» Information given:
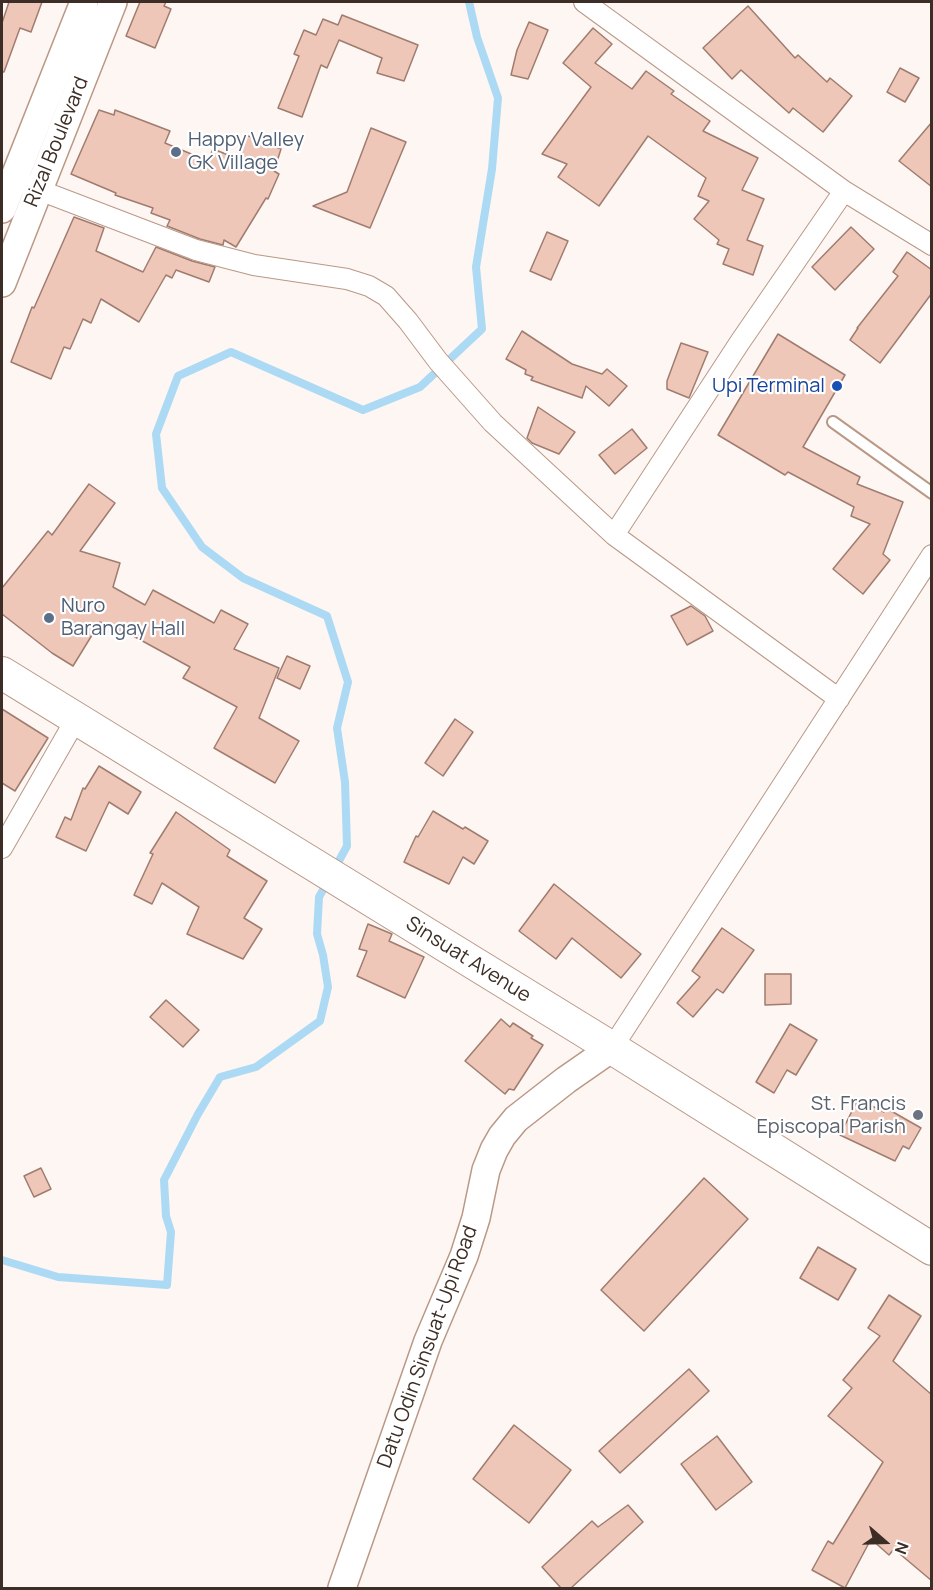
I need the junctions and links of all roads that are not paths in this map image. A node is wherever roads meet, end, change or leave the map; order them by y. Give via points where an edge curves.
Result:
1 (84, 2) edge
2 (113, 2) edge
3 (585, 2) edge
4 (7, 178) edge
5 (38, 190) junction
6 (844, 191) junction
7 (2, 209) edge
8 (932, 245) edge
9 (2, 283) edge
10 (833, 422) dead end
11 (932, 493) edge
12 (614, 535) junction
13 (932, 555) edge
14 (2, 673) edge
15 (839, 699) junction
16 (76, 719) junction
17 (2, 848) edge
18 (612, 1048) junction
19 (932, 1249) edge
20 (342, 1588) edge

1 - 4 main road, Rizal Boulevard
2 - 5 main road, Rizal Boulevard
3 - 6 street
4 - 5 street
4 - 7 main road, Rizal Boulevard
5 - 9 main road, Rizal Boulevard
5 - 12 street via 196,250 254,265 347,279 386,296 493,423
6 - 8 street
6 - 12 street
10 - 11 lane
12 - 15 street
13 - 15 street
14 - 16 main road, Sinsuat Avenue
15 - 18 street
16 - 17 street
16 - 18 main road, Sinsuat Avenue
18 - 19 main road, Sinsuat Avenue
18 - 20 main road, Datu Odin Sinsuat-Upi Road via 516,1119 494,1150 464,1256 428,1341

» Work item: Only the pictures are to be left out; print everything else in the listing exactly.

» Solution to the exercise:
I need the junctions and links of all roads that are not paths in this map image. A node is wherever roads meet, end, change or leave the map; order them by y. Give via points where an edge curves.
Result:
1 (84, 2) edge
2 (113, 2) edge
3 (585, 2) edge
4 (7, 178) edge
5 (38, 190) junction
6 (844, 191) junction
7 (2, 209) edge
8 (932, 245) edge
9 (2, 283) edge
10 (833, 422) dead end
11 (932, 493) edge
12 (614, 535) junction
13 (932, 555) edge
14 (2, 673) edge
15 (839, 699) junction
16 (76, 719) junction
17 (2, 848) edge
18 (612, 1048) junction
19 (932, 1249) edge
20 (342, 1588) edge

1 - 4 main road, Rizal Boulevard
2 - 5 main road, Rizal Boulevard
3 - 6 street
4 - 5 street
4 - 7 main road, Rizal Boulevard
5 - 9 main road, Rizal Boulevard
5 - 12 street via 196,250 254,265 347,279 386,296 493,423
6 - 8 street
6 - 12 street
10 - 11 lane
12 - 15 street
13 - 15 street
14 - 16 main road, Sinsuat Avenue
15 - 18 street
16 - 17 street
16 - 18 main road, Sinsuat Avenue
18 - 19 main road, Sinsuat Avenue
18 - 20 main road, Datu Odin Sinsuat-Upi Road via 516,1119 494,1150 464,1256 428,1341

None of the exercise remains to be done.